In the morning – for of course there is always a morning, even after the most extravagant masquerade, and the morning is the true moral – Hans Castorp sat in the dining room, which was no longer called dining room but bore some name that sounded like international comfort. In front of him a plate, white, large, and on it the colorful anatomy of the luxury breakfast: salmon, orange and silky; a piece of ham, pale and correct; a fried egg whose yolk shone like a little sun; red pickled pieces that tasted of onion and looked like blood; dark beet slices that were so deep a violet that they almost seemed black; along with a little heap of orange grains, caviar‑like, as if the sea had been deprived of its eggs; cucumber slices, tomatoes, a little green; and a piece of dark bread, heavy, honest, with a dab of butter that clung to it like an alibi.

He ate slowly. Not because he was full – but because slow eating is the last form of control when the night has taken it from you.

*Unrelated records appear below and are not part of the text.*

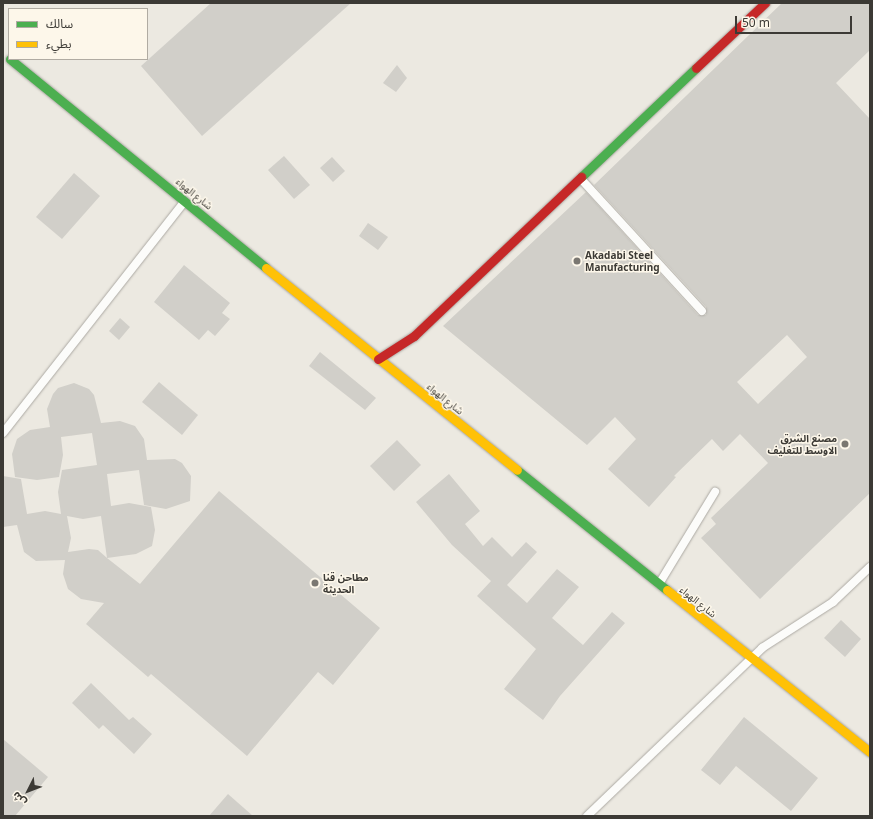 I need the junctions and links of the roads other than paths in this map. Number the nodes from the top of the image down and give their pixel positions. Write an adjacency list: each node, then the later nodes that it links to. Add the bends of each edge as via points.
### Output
1 (765, 3): 3 (street)
2 (10, 60): 4 (street, شارع الهواء)
3 (579, 177): 5 (lane); 6 (street, via 414,336)
4 (185, 201): 6 (street, شارع الهواء); 7 (lane)
5 (702, 311)
6 (378, 359): 10 (street, شارع الهواء)
7 (3, 433)
8 (715, 492): 10 (lane)
9 (870, 567): 11 (lane, via 833,602 762,648)
10 (659, 584): 11 (street, شارع الهواء)
11 (751, 659): 12 (street, شارع الهواء); 13 (lane)
12 (870, 752)
13 (587, 816) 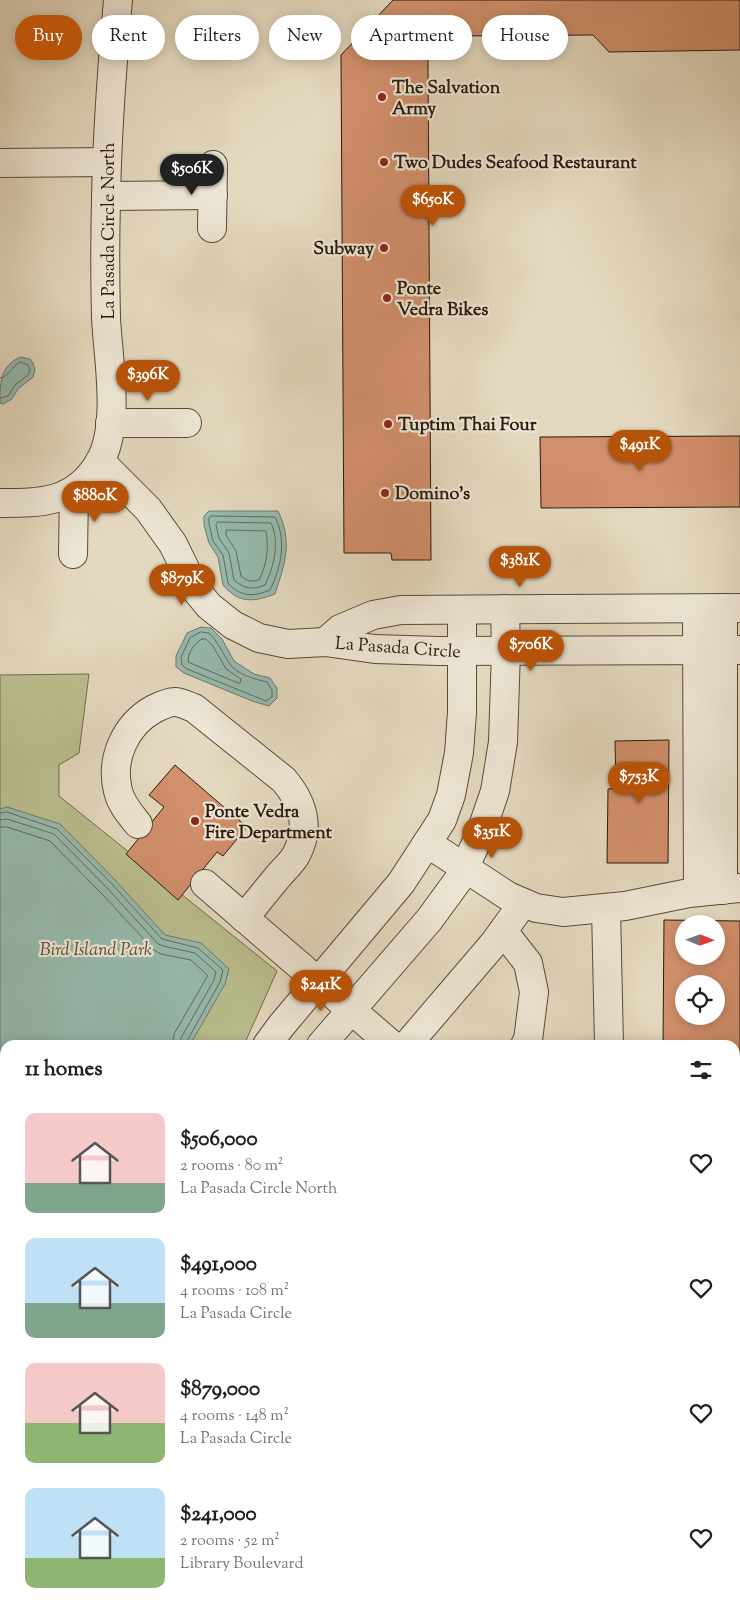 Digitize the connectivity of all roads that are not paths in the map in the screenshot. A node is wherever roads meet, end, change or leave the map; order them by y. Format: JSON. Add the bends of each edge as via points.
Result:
{"nodes":[{"id":1,"x":118,"y":0,"type":"edge"},
{"id":2,"x":107,"y":162,"type":"junction"},
{"id":3,"x":0,"y":163,"type":"edge"},
{"id":4,"x":213,"y":165,"type":"dead end"},
{"id":5,"x":213,"y":195,"type":"junction"},
{"id":6,"x":106,"y":196,"type":"junction"},
{"id":7,"x":212,"y":228,"type":"dead end"},
{"id":8,"x":110,"y":423,"type":"junction"},
{"id":9,"x":186,"y":423,"type":"dead end"},
{"id":10,"x":100,"y":461,"type":"junction"},
{"id":11,"x":74,"y":491,"type":"junction"},
{"id":12,"x":0,"y":503,"type":"edge"},
{"id":13,"x":73,"y":554,"type":"dead end"},
{"id":14,"x":505,"y":609,"type":"junction"},
{"id":15,"x":720,"y":609,"type":"edge"},
{"id":16,"x":462,"y":610,"type":"junction"},
{"id":17,"x":325,"y":642,"type":"junction"},
{"id":18,"x":720,"y":650,"type":"edge"},
{"id":19,"x":461,"y":651,"type":"junction"},
{"id":20,"x":506,"y":651,"type":"junction"},
{"id":21,"x":138,"y":824,"type":"dead end"},
{"id":22,"x":427,"y":843,"type":"junction"},
{"id":23,"x":464,"y":868,"type":"junction"},
{"id":24,"x":205,"y":884,"type":"dead end"},
{"id":25,"x":720,"y":890,"type":"edge"},
{"id":26,"x":523,"y":903,"type":"junction"},
{"id":27,"x":606,"y":908,"type":"junction"},
{"id":28,"x":244,"y":918,"type":"junction"},
{"id":29,"x":503,"y":931,"type":"junction"},
{"id":30,"x":318,"y":982,"type":"junction"},
{"id":31,"x":351,"y":1010,"type":"junction"},
{"id":32,"x":271,"y":1040,"type":"edge"},
{"id":33,"x":325,"y":1040,"type":"edge"},
{"id":34,"x":386,"y":1040,"type":"edge"},
{"id":35,"x":411,"y":1040,"type":"edge"},
{"id":36,"x":528,"y":1040,"type":"edge"},
{"id":37,"x":609,"y":1040,"type":"edge"}],
"edges":[{"from":1,"to":2,"type":"street","name":"La Pasada Circle North"},
{"from":2,"to":3,"type":"street"},
{"from":2,"to":6,"type":"street","name":"La Pasada Circle North"},
{"from":4,"to":5,"type":"street"},
{"from":5,"to":6,"type":"street"},
{"from":5,"to":7,"type":"street"},
{"from":6,"to":8,"type":"street","name":"La Pasada Circle North"},
{"from":8,"to":9,"type":"street"},
{"from":8,"to":10,"type":"street","name":"La Pasada Circle North","via":[[109,439]]},
{"from":10,"to":11,"type":"street","name":"La Pasada Circle North"},
{"from":10,"to":17,"type":"street","name":"La Pasada Circle","via":[[148,508],[173,544],[195,589],[209,606],[233,625],[259,638],[288,644]]},
{"from":11,"to":12,"type":"street","via":[[33,503]]},
{"from":11,"to":13,"type":"street"},
{"from":14,"to":15,"type":"street","name":"La Pasada Circle"},
{"from":14,"to":16,"type":"street","name":"La Pasada Circle"},
{"from":14,"to":20,"type":"street"},
{"from":15,"to":18,"type":"street"},
{"from":16,"to":17,"type":"street","name":"La Pasada Circle","via":[[401,610],[373,615],[340,629]]},
{"from":16,"to":19,"type":"street"},
{"from":17,"to":19,"type":"street","name":"La Pasada Circle","via":[[375,649]]},
{"from":18,"to":20,"type":"street","name":"La Pasada Circle"},
{"from":18,"to":25,"type":"street","via":[[710,786]]},
{"from":19,"to":20,"type":"street","name":"La Pasada Circle"},
{"from":19,"to":22,"type":"street","via":[[459,753],[451,795],[442,820]]},
{"from":20,"to":23,"type":"street","via":[[503,742],[495,791],[480,835]]},
{"from":21,"to":28,"type":"street","via":[[123,805],[118,792],[115,772],[118,755],[127,733],[142,716],[163,705],[177,702],[194,708],[284,780],[295,794],[302,812],[301,842],[296,856]]},
{"from":22,"to":23,"type":"street"},
{"from":22,"to":30,"type":"street","via":[[402,883]]},
{"from":23,"to":26,"type":"street"},
{"from":23,"to":31,"type":"street","via":[[428,920]]},
{"from":24,"to":28,"type":"street"},
{"from":25,"to":27,"type":"street"},
{"from":26,"to":27,"type":"street","via":[[563,912]]},
{"from":26,"to":29,"type":"street"},
{"from":27,"to":37,"type":"street"},
{"from":28,"to":30,"type":"street"},
{"from":29,"to":35,"type":"street"},
{"from":29,"to":36,"type":"street","via":[[528,963],[534,992]]},
{"from":30,"to":31,"type":"street"},
{"from":30,"to":32,"type":"street"},
{"from":31,"to":33,"type":"street"},
{"from":31,"to":34,"type":"street"}]} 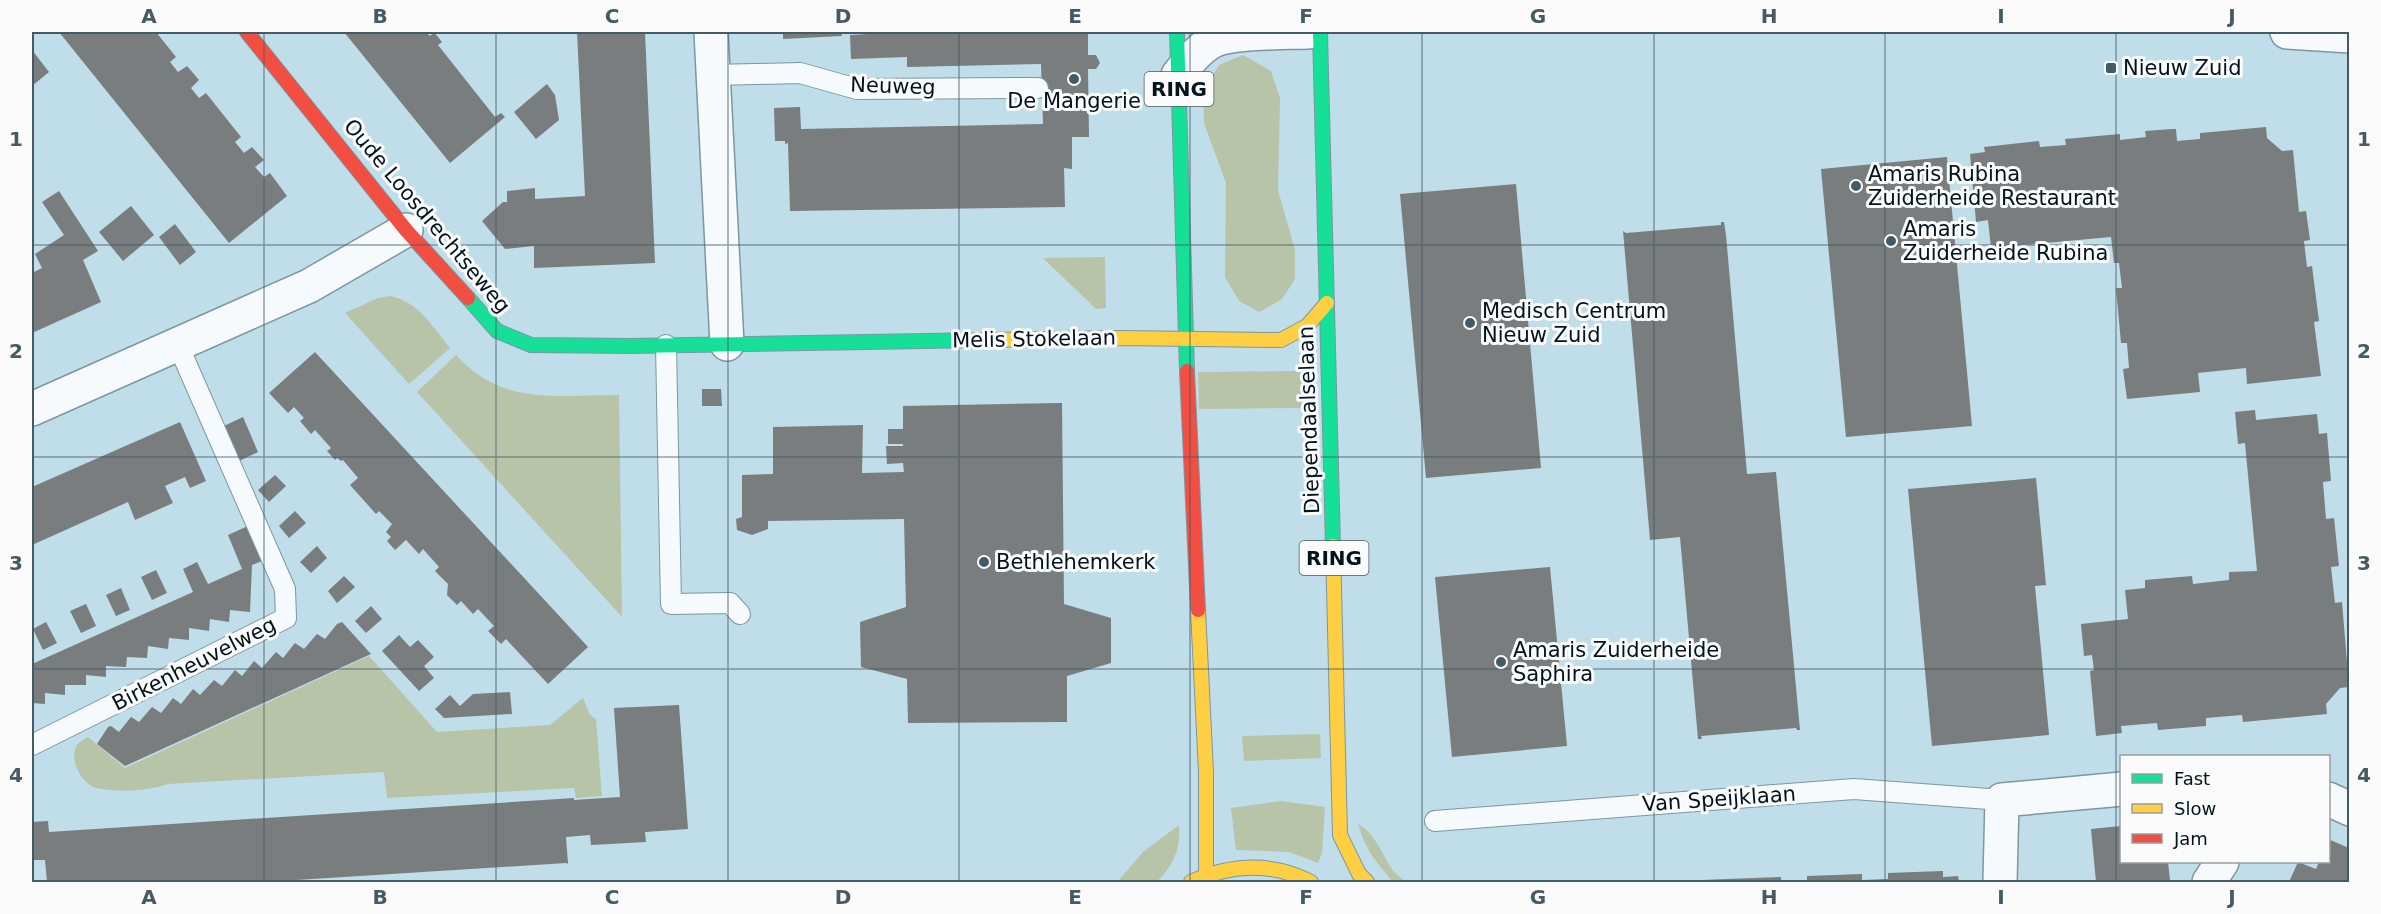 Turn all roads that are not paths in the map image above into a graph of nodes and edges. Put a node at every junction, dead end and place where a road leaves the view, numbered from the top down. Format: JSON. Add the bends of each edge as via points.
{"nodes":[{"id":1,"x":247,"y":32,"type":"edge"},
{"id":2,"x":711,"y":32,"type":"edge"},
{"id":3,"x":1177,"y":32,"type":"edge"},
{"id":4,"x":1308,"y":32,"type":"edge"},
{"id":5,"x":1320,"y":32,"type":"edge"},
{"id":6,"x":2287,"y":32,"type":"edge"},
{"id":7,"x":2349,"y":36,"type":"edge"},
{"id":8,"x":714,"y":75,"type":"junction"},
{"id":9,"x":1178,"y":75,"type":"junction"},
{"id":10,"x":1038,"y":87,"type":"dead end"},
{"id":11,"x":406,"y":230,"type":"junction"},
{"id":12,"x":1327,"y":303,"type":"junction"},
{"id":13,"x":1185,"y":340,"type":"junction"},
{"id":14,"x":727,"y":344,"type":"junction"},
{"id":15,"x":178,"y":345,"type":"junction"},
{"id":16,"x":666,"y":345,"type":"junction"},
{"id":17,"x":32,"y":409,"type":"edge"},
{"id":18,"x":740,"y":614,"type":"dead end"},
{"id":19,"x":32,"y":745,"type":"edge"},
{"id":20,"x":2120,"y":789,"type":"edge"},
{"id":21,"x":2330,"y":800,"type":"edge"},
{"id":22,"x":2002,"y":801,"type":"junction"},
{"id":23,"x":2349,"y":809,"type":"edge"},
{"id":24,"x":1436,"y":820,"type":"dead end"},
{"id":25,"x":2221,"y":863,"type":"edge"},
{"id":26,"x":1206,"y":878,"type":"edge"},
{"id":27,"x":1363,"y":878,"type":"edge"},
{"id":28,"x":1191,"y":882,"type":"edge"},
{"id":29,"x":1311,"y":882,"type":"edge"},
{"id":30,"x":2000,"y":882,"type":"edge"},
{"id":31,"x":2209,"y":882,"type":"edge"}],
"edges":[{"from":1,"to":11,"type":"main road","name":"Oude Loosdrechtseweg"},
{"from":2,"to":8,"type":"street"},
{"from":3,"to":9,"type":"main road","number":"RING"},
{"from":4,"to":9,"type":"street","via":[[1225,37],[1201,50]]},
{"from":5,"to":12,"type":"main road","name":"Diependaalselaan","number":"RING"},
{"from":6,"to":7,"type":"street"},
{"from":8,"to":10,"type":"lane","name":"Neuweg","via":[[800,73],[857,89]]},
{"from":8,"to":14,"type":"street"},
{"from":9,"to":13,"type":"main road","number":"RING"},
{"from":11,"to":15,"type":"street","via":[[309,286]]},
{"from":11,"to":16,"type":"main road","name":"Oude Loosdrechtseweg","via":[[497,331],[531,345]]},
{"from":12,"to":13,"type":"main road","name":"Melis Stokelaan","via":[[1307,326],[1281,340]]},
{"from":12,"to":27,"type":"main road","name":"Diependaalselaan","number":"RING","via":[[1340,835]]},
{"from":13,"to":14,"type":"main road","name":"Melis Stokelaan"},
{"from":13,"to":26,"type":"main road","number":"RING","via":[[1206,772]]},
{"from":14,"to":16,"type":"main road","name":"Oude Loosdrechtseweg"},
{"from":15,"to":17,"type":"street"},
{"from":15,"to":19,"type":"lane","name":"Birkenheuvelweg","via":[[285,589],[286,618]]},
{"from":16,"to":18,"type":"lane","via":[[671,604],[730,603]]},
{"from":20,"to":22,"type":"street","name":"Van Speijklaan"},
{"from":21,"to":23,"type":"street"},
{"from":22,"to":24,"type":"lane","name":"Van Speijklaan","via":[[1854,789]]},
{"from":22,"to":30,"type":"street"},
{"from":25,"to":31,"type":"street"},
{"from":26,"to":28,"type":"main road"},
{"from":26,"to":29,"type":"main road","via":[[1246,867],[1275,869]]}]} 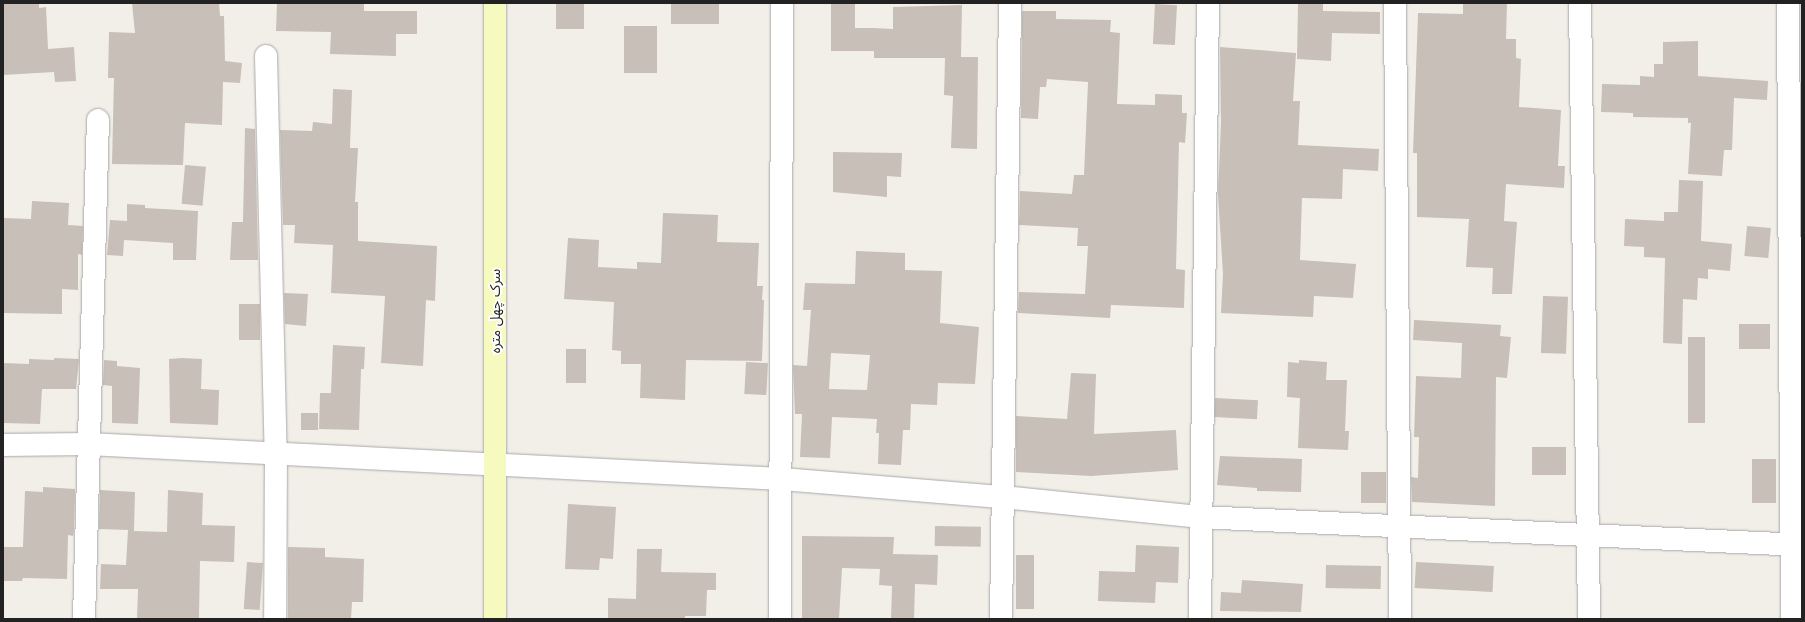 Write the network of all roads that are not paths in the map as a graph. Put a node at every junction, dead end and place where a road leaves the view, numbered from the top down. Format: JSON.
{"nodes":[{"id":1,"x":495,"y":3,"type":"edge"},
{"id":2,"x":782,"y":3,"type":"edge"},
{"id":3,"x":1010,"y":3,"type":"edge"},
{"id":4,"x":1208,"y":3,"type":"edge"},
{"id":5,"x":1395,"y":3,"type":"edge"},
{"id":6,"x":1580,"y":3,"type":"edge"},
{"id":7,"x":1788,"y":3,"type":"edge"},
{"id":8,"x":266,"y":56,"type":"dead end"},
{"id":9,"x":98,"y":120,"type":"dead end"},
{"id":10,"x":88,"y":444,"type":"junction"},
{"id":11,"x":3,"y":445,"type":"edge"},
{"id":12,"x":276,"y":453,"type":"junction"},
{"id":13,"x":494,"y":464,"type":"junction"},
{"id":14,"x":782,"y":479,"type":"junction"},
{"id":15,"x":1003,"y":497,"type":"junction"},
{"id":16,"x":1199,"y":516,"type":"junction"},
{"id":17,"x":1401,"y":525,"type":"junction"},
{"id":18,"x":1589,"y":535,"type":"junction"},
{"id":19,"x":1797,"y":545,"type":"edge"},
{"id":20,"x":84,"y":619,"type":"edge"},
{"id":21,"x":276,"y":619,"type":"edge"},
{"id":22,"x":495,"y":619,"type":"edge"},
{"id":23,"x":780,"y":619,"type":"edge"},
{"id":24,"x":1001,"y":619,"type":"edge"},
{"id":25,"x":1200,"y":619,"type":"edge"},
{"id":26,"x":1400,"y":619,"type":"edge"},
{"id":27,"x":1589,"y":619,"type":"edge"},
{"id":28,"x":1792,"y":619,"type":"edge"}],
"edges":[{"from":1,"to":13,"type":"street","name":"سرک چهل متره"},
{"from":2,"to":14,"type":"street"},
{"from":3,"to":15,"type":"street"},
{"from":4,"to":16,"type":"street"},
{"from":5,"to":17,"type":"street"},
{"from":6,"to":18,"type":"street"},
{"from":7,"to":19,"type":"street"},
{"from":8,"to":12,"type":"street"},
{"from":9,"to":10,"type":"street"},
{"from":10,"to":11,"type":"street"},
{"from":10,"to":12,"type":"street"},
{"from":10,"to":20,"type":"street"},
{"from":12,"to":13,"type":"street"},
{"from":12,"to":21,"type":"street"},
{"from":13,"to":14,"type":"street"},
{"from":13,"to":22,"type":"street","name":"سرک چهل متره"},
{"from":14,"to":15,"type":"street"},
{"from":14,"to":23,"type":"street"},
{"from":15,"to":16,"type":"street"},
{"from":15,"to":24,"type":"street"},
{"from":16,"to":17,"type":"street"},
{"from":16,"to":25,"type":"street"},
{"from":17,"to":18,"type":"street"},
{"from":17,"to":26,"type":"street"},
{"from":18,"to":19,"type":"street"},
{"from":18,"to":27,"type":"street"},
{"from":19,"to":28,"type":"street"}]}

And as he ate, he thought: So this is the second Walpurgis Night. It is no longer at the Berghof, no longer in the dining room with lookouts at the doors; it is in the wellness resort, on frosty paving, between popcorn and plexiglass, between photo box and ice bar, between bubbles in the water and bubbles in the wine, between the date in the ice and the smoke in the sky.

He thought: One can desert from a war. One can desert from a life. But one does not desert from time. One can only – if one is lucky – get it, for one evening, to pretend that it is not there.

He pushed the piece of bread a little to the side, looked at the yolk, this little sun on white, and smiled.

The smile was polite. And a little unedifying.